Quality indicators in laboratory medicine: a 2020-2023 experience in a Chinese province.

OBJECTIVES

The identification of reliable quality indicators (QIs) in the total testing process (TTP) is a pivotal step in quantifying laboratory service quality. This study comprehensively evaluated the performance quality and explored the factors affecting laboratory quality in Guangdong Province, China, by analyzing the results of QIs.

METHODS

The Guangdong Clinical Laboratory Center organized an external quality assessment program for QIs, and the Clinet-EQA system was used to distribute questionnaires and collect data.
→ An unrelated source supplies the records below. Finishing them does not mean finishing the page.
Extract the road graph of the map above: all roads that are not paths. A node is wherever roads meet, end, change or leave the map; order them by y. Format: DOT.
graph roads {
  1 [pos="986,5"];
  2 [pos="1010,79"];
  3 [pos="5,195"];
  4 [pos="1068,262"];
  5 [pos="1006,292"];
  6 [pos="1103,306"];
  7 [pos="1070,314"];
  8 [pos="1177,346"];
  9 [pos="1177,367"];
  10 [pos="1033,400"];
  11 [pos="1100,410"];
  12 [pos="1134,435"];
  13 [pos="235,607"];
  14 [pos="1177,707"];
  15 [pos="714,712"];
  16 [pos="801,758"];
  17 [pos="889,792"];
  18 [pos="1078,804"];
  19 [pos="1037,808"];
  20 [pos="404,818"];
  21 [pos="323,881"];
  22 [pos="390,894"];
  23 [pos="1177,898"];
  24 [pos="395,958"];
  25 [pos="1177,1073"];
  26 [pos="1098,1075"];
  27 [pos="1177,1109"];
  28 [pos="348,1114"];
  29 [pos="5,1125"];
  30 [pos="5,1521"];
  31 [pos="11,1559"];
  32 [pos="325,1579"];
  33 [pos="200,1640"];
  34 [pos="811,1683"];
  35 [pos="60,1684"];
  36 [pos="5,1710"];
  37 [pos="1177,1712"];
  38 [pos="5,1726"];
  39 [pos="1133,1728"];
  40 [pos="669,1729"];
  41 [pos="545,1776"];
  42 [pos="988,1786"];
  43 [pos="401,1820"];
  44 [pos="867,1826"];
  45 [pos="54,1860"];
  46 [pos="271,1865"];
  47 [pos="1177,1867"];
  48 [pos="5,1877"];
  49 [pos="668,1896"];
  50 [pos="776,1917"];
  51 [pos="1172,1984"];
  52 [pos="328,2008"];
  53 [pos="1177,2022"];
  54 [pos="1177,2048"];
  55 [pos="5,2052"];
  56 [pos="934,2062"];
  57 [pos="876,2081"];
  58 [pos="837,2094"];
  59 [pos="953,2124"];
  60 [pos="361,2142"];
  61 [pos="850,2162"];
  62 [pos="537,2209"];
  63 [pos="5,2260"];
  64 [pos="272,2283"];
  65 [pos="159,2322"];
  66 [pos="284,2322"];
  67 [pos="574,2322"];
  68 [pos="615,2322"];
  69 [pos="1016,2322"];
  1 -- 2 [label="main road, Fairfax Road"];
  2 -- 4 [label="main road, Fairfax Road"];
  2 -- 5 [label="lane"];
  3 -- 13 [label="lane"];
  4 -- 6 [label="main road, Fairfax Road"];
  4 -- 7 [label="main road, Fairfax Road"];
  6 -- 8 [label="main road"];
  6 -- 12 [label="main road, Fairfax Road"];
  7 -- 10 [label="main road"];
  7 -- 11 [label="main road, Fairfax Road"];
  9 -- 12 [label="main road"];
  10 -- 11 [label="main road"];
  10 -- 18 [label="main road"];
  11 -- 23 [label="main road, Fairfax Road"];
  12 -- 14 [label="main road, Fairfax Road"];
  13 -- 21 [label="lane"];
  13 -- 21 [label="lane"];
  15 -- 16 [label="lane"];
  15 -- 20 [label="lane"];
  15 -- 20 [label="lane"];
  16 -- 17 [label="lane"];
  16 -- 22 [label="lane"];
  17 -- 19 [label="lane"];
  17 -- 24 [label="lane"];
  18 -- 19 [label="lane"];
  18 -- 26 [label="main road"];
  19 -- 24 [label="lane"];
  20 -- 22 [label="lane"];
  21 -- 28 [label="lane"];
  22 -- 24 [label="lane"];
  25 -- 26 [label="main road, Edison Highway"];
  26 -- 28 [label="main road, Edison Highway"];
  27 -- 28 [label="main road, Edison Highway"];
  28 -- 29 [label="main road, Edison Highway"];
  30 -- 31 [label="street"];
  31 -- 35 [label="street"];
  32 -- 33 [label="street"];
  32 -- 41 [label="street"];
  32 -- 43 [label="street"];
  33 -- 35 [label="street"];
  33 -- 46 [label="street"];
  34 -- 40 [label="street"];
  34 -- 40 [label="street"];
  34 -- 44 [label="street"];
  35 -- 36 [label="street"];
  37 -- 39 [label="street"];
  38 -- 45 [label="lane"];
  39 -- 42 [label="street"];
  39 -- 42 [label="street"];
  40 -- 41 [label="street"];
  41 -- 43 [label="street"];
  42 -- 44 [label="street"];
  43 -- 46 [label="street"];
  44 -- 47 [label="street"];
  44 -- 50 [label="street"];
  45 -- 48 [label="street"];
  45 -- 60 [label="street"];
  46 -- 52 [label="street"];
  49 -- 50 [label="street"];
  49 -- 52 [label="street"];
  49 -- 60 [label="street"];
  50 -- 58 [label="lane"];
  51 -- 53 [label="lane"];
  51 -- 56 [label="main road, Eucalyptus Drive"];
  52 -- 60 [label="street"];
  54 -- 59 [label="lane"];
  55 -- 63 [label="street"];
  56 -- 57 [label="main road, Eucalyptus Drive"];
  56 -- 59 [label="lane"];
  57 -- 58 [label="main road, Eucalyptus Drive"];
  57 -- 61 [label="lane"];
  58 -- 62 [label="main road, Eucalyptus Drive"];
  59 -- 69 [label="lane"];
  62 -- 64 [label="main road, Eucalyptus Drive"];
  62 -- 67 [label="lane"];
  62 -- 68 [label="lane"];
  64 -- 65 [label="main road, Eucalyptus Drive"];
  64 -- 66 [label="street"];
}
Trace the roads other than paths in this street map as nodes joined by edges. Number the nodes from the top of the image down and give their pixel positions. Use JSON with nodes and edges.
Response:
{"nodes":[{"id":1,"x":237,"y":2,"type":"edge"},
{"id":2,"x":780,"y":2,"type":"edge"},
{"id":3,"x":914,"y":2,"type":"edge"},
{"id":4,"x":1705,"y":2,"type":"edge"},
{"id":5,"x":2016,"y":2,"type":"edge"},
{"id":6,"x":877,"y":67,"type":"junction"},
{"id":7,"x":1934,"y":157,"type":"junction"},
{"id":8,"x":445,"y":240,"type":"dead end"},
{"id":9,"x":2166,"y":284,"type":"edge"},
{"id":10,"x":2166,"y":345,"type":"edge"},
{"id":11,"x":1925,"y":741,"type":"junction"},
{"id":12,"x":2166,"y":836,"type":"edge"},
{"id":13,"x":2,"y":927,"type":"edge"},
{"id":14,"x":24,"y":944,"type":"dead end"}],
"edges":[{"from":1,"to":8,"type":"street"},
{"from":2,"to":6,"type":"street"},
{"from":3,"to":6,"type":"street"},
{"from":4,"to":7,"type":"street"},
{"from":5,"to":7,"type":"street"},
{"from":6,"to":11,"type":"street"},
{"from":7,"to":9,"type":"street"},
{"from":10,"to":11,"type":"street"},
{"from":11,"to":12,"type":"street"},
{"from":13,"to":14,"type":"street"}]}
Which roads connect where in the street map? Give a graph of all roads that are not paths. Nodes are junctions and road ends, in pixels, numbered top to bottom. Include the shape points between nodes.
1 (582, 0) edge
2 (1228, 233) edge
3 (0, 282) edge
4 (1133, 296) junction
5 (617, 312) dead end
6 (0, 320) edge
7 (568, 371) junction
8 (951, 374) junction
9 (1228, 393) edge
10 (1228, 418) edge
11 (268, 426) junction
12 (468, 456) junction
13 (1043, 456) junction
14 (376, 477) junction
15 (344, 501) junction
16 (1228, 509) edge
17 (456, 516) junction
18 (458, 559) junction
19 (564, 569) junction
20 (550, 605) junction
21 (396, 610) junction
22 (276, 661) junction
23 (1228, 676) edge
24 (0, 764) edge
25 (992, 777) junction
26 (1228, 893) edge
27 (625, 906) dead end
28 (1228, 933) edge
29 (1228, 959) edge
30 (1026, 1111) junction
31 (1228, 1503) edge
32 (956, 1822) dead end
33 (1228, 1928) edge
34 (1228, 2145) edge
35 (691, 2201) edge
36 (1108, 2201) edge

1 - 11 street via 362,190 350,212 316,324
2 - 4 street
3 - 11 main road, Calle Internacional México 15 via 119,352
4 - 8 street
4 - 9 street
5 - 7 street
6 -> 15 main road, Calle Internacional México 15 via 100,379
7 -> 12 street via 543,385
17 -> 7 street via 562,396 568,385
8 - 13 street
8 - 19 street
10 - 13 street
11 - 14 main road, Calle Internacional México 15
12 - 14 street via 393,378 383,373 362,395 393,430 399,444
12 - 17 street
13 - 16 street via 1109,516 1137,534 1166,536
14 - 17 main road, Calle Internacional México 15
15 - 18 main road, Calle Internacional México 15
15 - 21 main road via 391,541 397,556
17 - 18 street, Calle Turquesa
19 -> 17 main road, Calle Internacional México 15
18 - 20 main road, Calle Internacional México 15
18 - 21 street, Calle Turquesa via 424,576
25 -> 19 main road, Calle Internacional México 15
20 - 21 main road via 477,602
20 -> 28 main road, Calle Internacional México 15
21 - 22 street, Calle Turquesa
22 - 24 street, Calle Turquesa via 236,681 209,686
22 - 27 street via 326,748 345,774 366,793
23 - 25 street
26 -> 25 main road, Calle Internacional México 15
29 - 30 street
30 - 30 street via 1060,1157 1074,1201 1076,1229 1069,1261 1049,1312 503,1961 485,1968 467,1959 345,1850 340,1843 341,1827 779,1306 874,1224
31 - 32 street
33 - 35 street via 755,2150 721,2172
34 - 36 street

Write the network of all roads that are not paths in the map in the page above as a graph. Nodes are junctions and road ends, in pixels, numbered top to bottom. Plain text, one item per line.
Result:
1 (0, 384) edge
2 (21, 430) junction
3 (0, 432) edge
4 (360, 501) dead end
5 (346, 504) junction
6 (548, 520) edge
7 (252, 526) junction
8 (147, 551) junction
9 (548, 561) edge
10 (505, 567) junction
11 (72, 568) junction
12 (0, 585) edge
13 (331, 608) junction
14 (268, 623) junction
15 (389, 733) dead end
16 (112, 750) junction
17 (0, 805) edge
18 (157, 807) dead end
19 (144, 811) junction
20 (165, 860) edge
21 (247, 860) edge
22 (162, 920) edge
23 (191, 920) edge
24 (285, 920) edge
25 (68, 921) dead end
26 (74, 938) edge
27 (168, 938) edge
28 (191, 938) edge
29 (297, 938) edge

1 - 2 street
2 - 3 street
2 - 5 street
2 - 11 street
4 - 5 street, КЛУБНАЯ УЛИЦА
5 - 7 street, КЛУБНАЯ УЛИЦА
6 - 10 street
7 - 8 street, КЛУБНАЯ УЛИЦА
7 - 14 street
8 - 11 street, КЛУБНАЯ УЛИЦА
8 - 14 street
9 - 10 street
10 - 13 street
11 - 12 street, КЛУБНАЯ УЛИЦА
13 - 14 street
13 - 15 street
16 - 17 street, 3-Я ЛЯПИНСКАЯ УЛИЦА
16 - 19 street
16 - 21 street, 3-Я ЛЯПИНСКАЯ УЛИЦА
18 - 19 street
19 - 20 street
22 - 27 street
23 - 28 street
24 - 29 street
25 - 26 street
The results of the QIs are expressed as percentages, sigma, or minutes. The optimum, desirable, and minimum quality specifications (QSs) were defined based on the percentiles of the QIs. Furthermore, the QIs were evaluated in different disciplines and hospital grades.

RESULTS

A total of 335 laboratories in Guangdong Province reported complete data from 2020 to 2023, and QI performance progressively improved over the years. The performance of 11 QIs attained the minimum acceptable standard (sigma value ≥3), and most QIs across the diverse disciplines and hospital grades exhibited statistically significant differences. Compared to the QSs published by the International Federation of Clinical Chemistry and Laboratory Medicine (IFCC) Working Group on Laboratory Errors and Patient Safety (WG-LEPS), the QSs for the 15 QIs in Guangdong Province in 2023 were stricter or roughly equivalent, except for the percentage of intra-laboratory turnaround time for emergency potassium tests.

CONCLUSIONS

From 2020 to 2023, the QIs in the post-analytical phase achieved the best performance. It is essential for laboratories to reinforce the construction of their information infrastructure, thereby guaranteeing the accurate collection of reliable data and enabling effective long-term monitoring.